[Stored data entries]

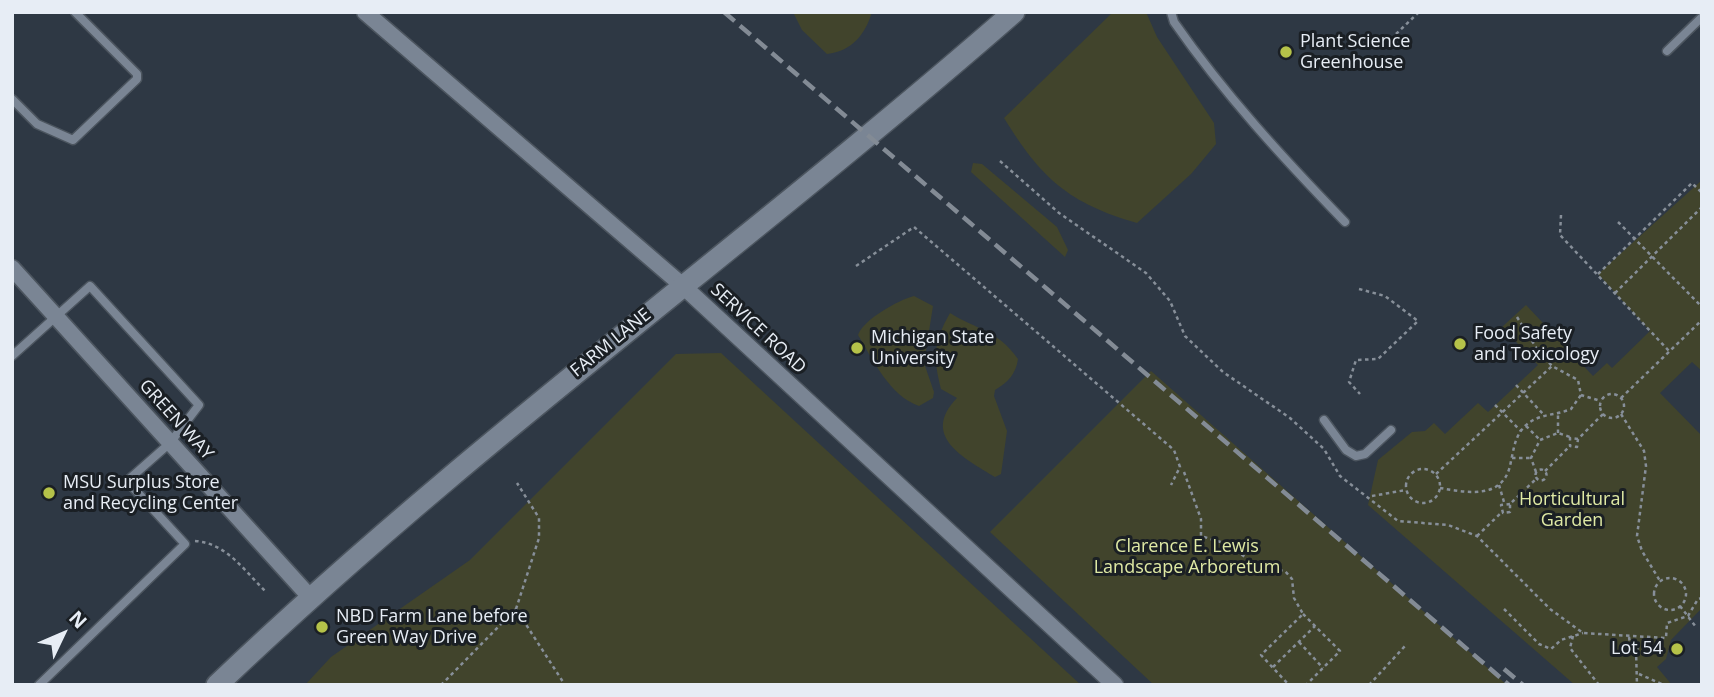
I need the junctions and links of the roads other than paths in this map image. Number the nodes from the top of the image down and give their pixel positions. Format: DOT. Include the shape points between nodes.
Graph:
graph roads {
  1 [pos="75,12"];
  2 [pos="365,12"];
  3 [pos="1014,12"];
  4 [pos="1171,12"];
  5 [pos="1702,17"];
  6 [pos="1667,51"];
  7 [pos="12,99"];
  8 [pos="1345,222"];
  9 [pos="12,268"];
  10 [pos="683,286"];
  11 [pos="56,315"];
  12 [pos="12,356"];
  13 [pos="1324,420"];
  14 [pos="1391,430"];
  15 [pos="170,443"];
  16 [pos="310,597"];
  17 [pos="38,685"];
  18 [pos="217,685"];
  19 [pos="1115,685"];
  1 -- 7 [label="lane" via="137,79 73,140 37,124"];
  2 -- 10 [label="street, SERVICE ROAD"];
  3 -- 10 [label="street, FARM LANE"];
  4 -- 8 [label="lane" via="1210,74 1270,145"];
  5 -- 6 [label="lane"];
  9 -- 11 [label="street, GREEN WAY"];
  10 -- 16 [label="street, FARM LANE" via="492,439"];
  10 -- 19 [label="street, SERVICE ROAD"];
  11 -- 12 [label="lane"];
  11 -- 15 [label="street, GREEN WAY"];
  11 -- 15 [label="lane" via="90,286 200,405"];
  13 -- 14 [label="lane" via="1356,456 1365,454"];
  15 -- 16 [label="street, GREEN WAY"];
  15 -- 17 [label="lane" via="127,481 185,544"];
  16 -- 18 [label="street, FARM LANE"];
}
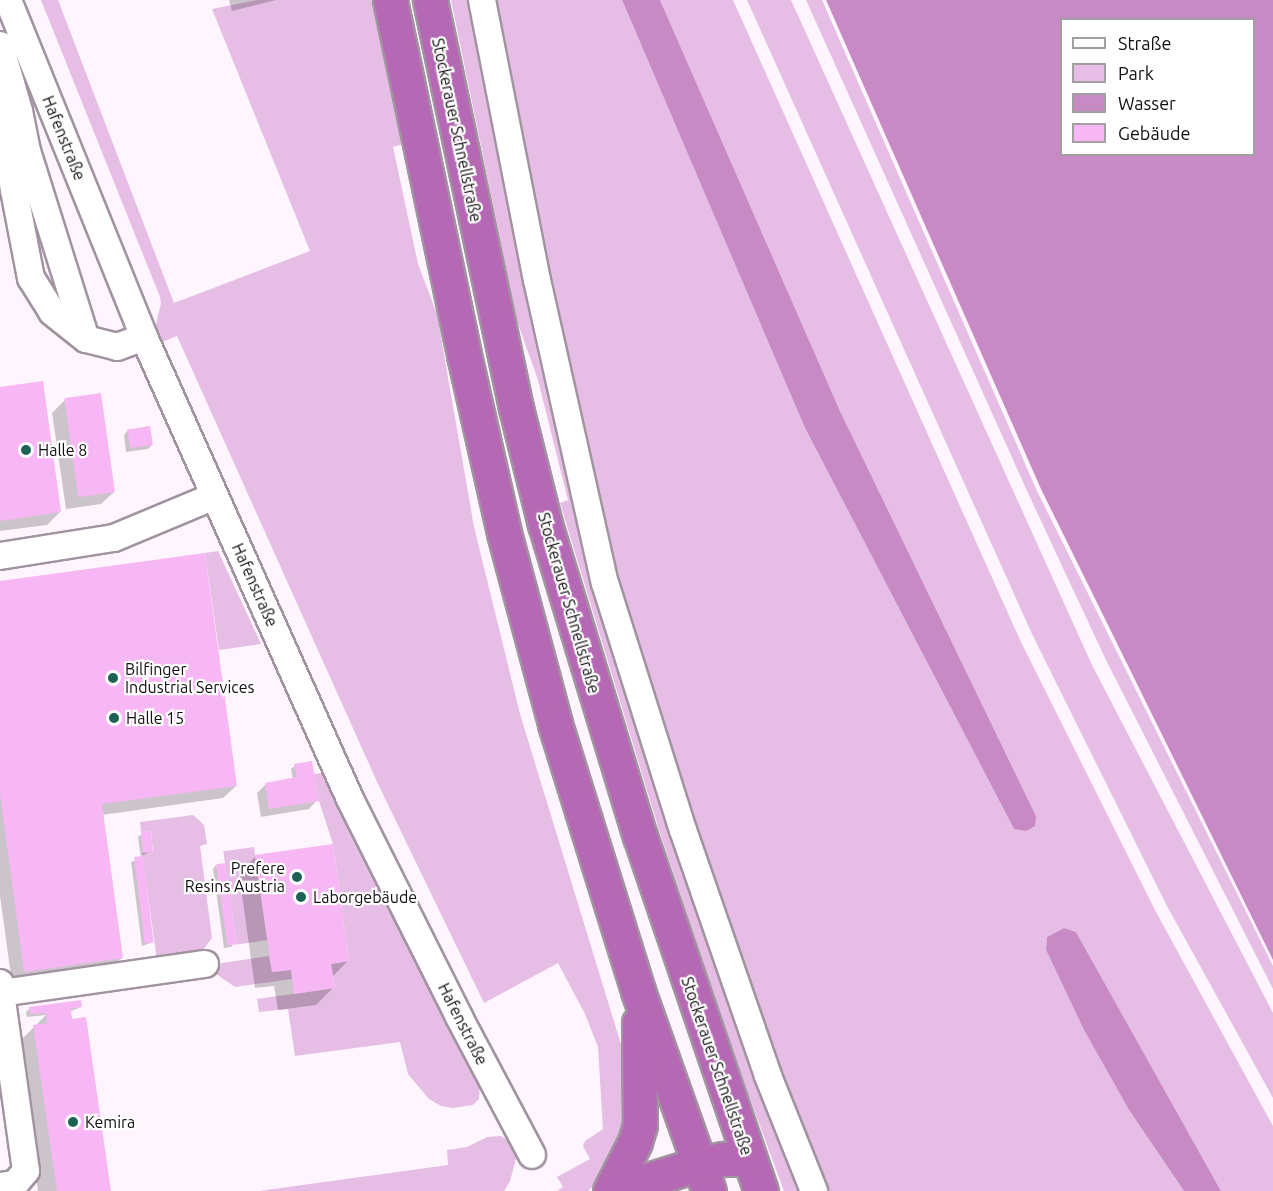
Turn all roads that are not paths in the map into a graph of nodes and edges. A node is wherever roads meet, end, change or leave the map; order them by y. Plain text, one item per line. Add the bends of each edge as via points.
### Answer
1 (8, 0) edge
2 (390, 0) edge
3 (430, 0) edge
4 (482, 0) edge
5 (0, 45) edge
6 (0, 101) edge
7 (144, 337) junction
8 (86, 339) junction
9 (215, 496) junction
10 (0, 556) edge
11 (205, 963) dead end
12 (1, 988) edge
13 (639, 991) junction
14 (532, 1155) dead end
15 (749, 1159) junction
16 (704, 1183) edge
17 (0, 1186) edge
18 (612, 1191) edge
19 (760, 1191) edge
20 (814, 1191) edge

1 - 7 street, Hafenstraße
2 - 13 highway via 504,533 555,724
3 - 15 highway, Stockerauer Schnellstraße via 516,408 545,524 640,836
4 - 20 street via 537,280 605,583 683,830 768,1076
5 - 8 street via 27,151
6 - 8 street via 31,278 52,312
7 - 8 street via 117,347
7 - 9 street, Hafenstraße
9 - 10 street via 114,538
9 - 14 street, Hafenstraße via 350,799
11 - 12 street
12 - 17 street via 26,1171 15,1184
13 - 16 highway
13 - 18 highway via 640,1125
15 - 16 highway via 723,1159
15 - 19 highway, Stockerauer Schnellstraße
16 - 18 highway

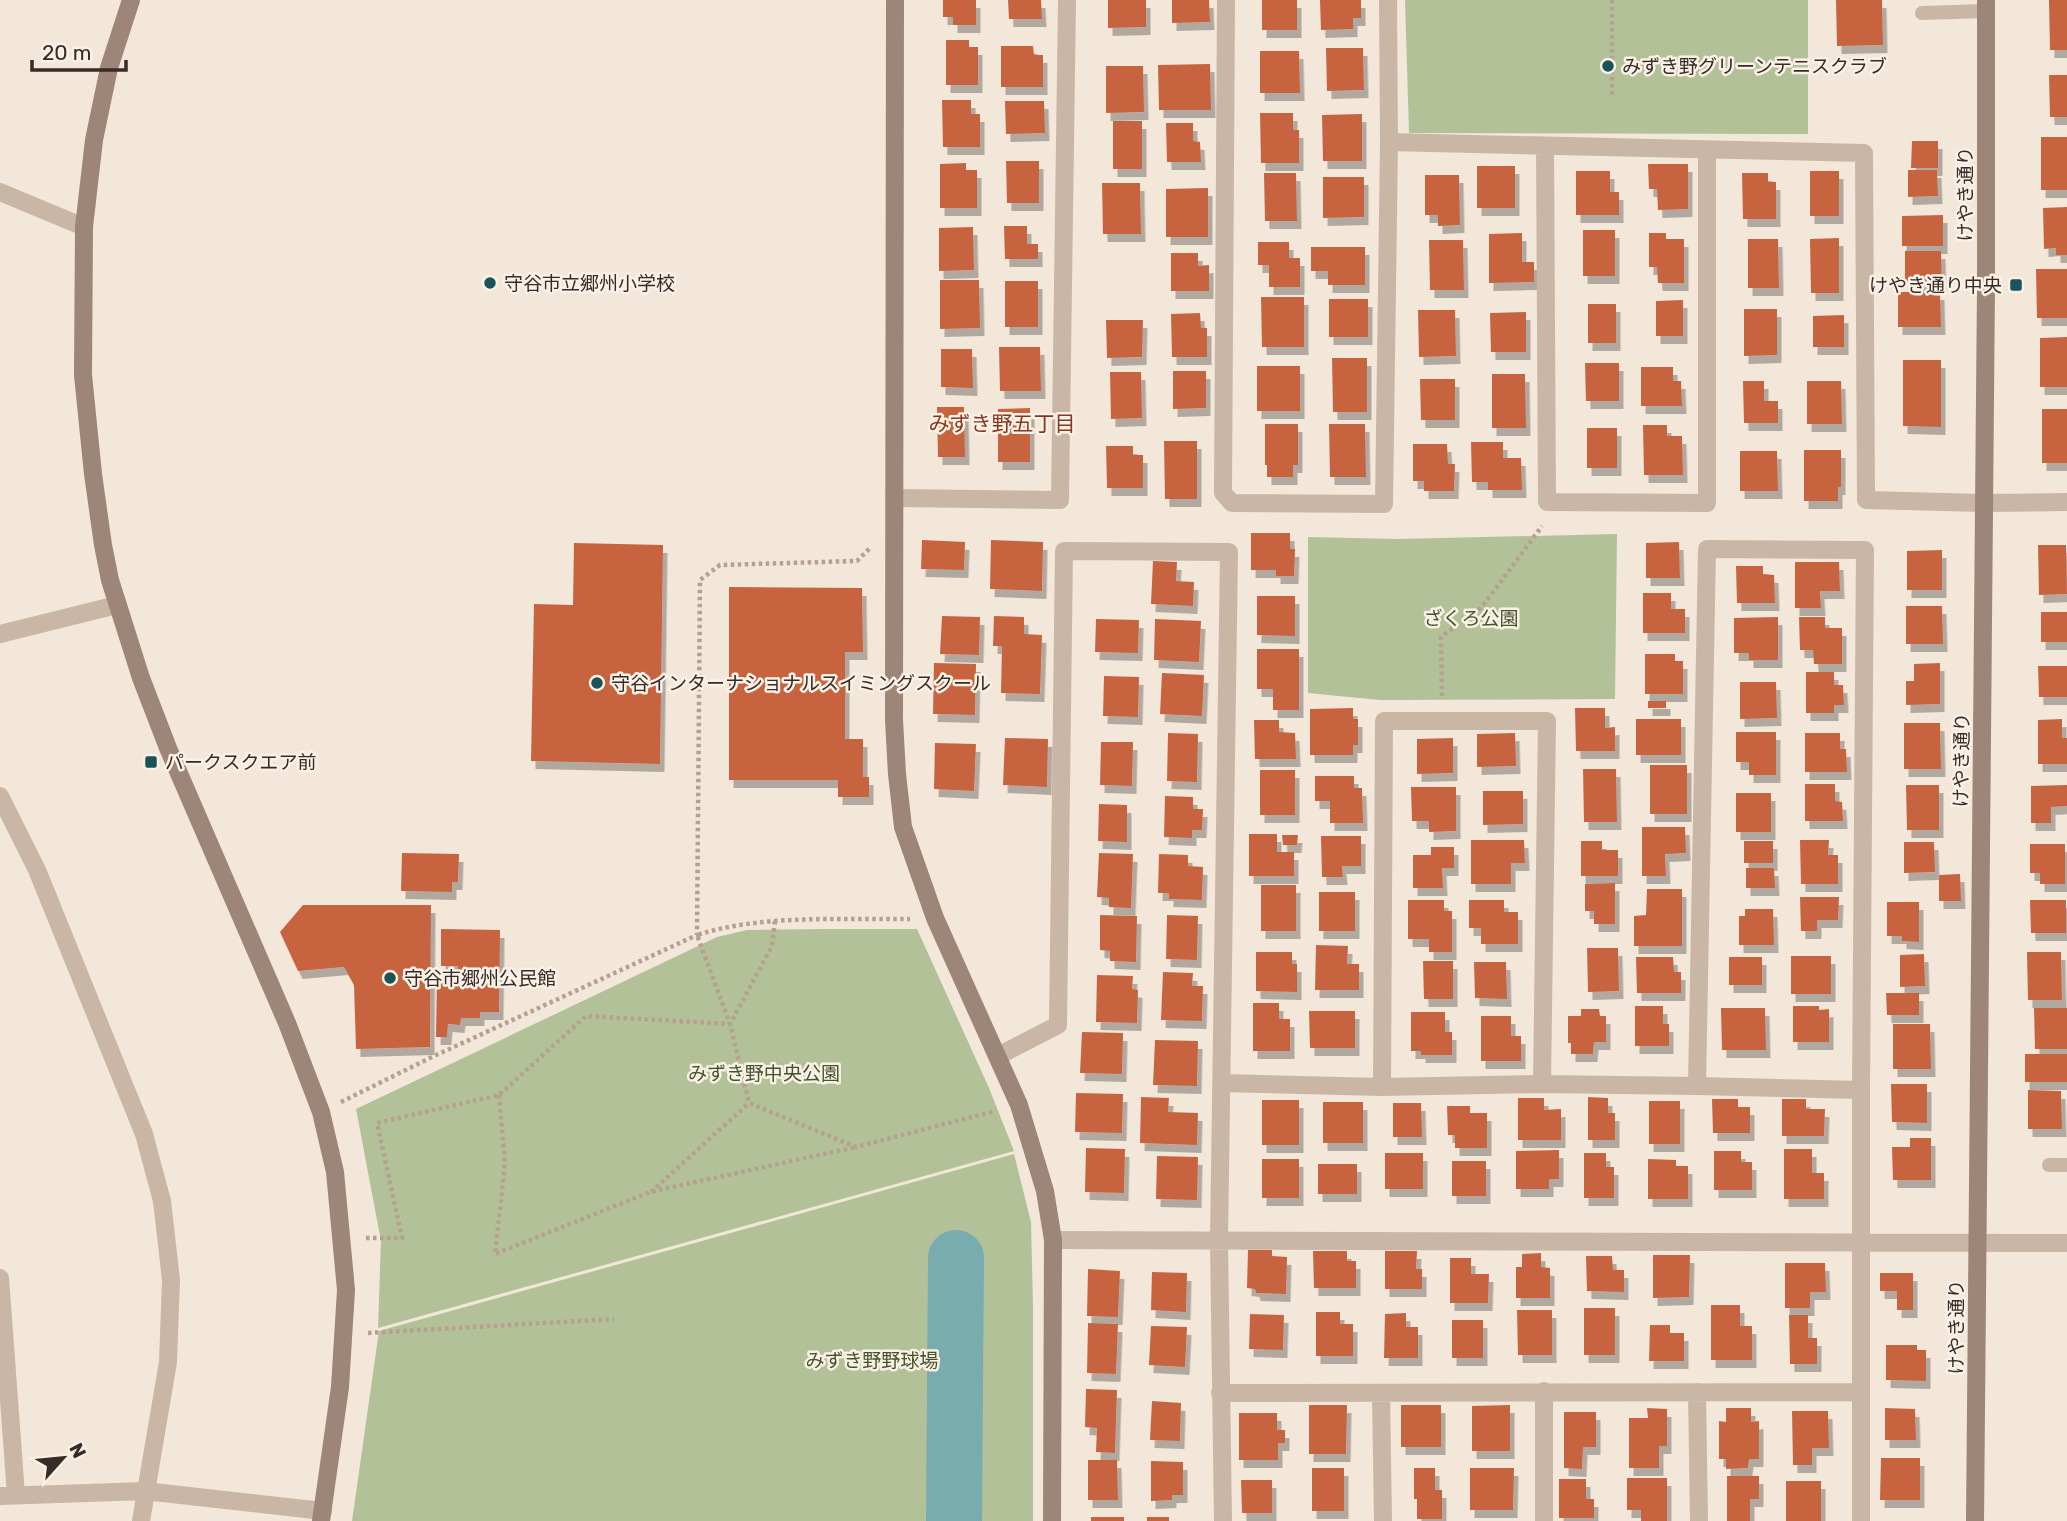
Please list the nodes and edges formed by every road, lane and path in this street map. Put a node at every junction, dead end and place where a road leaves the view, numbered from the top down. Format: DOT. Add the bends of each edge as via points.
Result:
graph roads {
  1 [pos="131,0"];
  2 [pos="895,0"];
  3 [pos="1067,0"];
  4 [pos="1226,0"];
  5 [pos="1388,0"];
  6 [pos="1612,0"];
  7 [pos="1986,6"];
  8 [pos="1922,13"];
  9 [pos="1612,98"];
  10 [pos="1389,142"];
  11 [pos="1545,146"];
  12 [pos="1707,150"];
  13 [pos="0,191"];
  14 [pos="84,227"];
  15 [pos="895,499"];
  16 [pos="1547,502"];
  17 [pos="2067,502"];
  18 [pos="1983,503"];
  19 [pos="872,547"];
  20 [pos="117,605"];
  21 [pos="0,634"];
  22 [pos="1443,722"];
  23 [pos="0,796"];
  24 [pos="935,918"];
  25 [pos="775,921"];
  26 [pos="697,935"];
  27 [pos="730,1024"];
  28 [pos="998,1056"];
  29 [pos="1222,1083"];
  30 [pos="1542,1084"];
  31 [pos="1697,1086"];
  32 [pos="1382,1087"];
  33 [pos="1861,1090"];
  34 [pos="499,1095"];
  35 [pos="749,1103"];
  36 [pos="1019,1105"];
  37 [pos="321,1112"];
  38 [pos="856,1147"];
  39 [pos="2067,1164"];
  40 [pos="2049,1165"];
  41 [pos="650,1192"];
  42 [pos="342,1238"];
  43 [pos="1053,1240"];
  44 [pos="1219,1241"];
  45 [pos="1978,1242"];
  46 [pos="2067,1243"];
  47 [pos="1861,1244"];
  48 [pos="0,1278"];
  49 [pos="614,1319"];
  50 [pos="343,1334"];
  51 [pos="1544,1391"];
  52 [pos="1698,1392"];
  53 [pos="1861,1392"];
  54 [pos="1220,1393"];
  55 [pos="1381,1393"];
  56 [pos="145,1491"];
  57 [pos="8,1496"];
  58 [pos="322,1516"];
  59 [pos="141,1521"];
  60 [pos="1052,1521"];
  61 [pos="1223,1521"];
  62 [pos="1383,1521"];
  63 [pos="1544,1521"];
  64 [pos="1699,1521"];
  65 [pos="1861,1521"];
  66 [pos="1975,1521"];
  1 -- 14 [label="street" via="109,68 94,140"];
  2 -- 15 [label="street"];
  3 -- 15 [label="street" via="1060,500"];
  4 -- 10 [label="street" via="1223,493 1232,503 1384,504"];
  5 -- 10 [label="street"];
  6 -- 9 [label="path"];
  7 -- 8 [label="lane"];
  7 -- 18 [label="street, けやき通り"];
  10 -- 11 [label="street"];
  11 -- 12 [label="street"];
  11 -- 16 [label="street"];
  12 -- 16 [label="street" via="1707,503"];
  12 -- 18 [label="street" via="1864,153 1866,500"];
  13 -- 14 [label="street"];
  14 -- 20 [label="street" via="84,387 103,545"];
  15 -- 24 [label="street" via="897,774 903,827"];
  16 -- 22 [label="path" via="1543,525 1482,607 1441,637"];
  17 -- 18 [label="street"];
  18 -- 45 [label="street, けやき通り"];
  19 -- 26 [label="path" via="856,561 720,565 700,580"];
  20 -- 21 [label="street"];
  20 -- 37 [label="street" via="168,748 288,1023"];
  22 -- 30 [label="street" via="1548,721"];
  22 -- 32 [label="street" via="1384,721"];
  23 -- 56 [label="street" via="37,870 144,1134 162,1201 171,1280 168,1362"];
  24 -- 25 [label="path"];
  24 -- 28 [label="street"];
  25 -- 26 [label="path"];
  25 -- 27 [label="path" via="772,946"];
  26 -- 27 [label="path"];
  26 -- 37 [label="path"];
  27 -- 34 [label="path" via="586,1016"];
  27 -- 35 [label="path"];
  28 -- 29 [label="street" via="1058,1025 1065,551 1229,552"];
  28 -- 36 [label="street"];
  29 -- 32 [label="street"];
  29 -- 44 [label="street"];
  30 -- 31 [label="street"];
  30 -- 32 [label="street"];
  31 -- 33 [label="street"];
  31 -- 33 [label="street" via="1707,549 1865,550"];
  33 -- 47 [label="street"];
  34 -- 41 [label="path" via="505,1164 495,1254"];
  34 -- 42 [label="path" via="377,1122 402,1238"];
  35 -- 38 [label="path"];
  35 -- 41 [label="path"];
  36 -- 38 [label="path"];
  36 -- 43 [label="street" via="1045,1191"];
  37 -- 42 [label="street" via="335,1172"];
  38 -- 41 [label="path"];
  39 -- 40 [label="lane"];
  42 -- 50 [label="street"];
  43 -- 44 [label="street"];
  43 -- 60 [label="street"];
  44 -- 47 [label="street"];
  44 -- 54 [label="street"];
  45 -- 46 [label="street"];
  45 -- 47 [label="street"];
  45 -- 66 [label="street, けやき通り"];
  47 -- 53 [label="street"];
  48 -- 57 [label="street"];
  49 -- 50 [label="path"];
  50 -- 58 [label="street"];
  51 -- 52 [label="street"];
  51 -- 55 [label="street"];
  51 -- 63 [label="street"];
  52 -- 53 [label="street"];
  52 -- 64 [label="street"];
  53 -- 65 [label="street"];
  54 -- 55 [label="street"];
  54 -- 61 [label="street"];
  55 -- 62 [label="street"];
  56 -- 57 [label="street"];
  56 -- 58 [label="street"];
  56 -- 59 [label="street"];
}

What this task involves: Please repeat, with no pictures, each line from the start of the records above through the line with "Turn all roads", inclusive, and only those.

Written solution:
I need the junctions and links of the roads other than paths in this map image. Number the nodes from the top of the image down and give their pixel positions. Format: DOT. Include the shape points between nodes.
Graph:
graph roads {
  1 [pos="75,12"];
  2 [pos="365,12"];
  3 [pos="1014,12"];
  4 [pos="1171,12"];
  5 [pos="1702,17"];
  6 [pos="1667,51"];
  7 [pos="12,99"];
  8 [pos="1345,222"];
  9 [pos="12,268"];
  10 [pos="683,286"];
  11 [pos="56,315"];
  12 [pos="12,356"];
  13 [pos="1324,420"];
  14 [pos="1391,430"];
  15 [pos="170,443"];
  16 [pos="310,597"];
  17 [pos="38,685"];
  18 [pos="217,685"];
  19 [pos="1115,685"];
  1 -- 7 [label="lane" via="137,79 73,140 37,124"];
  2 -- 10 [label="street, SERVICE ROAD"];
  3 -- 10 [label="street, FARM LANE"];
  4 -- 8 [label="lane" via="1210,74 1270,145"];
  5 -- 6 [label="lane"];
  9 -- 11 [label="street, GREEN WAY"];
  10 -- 16 [label="street, FARM LANE" via="492,439"];
  10 -- 19 [label="street, SERVICE ROAD"];
  11 -- 12 [label="lane"];
  11 -- 15 [label="street, GREEN WAY"];
  11 -- 15 [label="lane" via="90,286 200,405"];
  13 -- 14 [label="lane" via="1356,456 1365,454"];
  15 -- 16 [label="street, GREEN WAY"];
  15 -- 17 [label="lane" via="127,481 185,544"];
  16 -- 18 [label="street, FARM LANE"];
}
Turn all roads that are not paths in the map into a graph of nodes and edges. A node is wherever roads meet, end, change or leave the map; order them by y. Plain text, one item per line. Add the bends of each edge as via points.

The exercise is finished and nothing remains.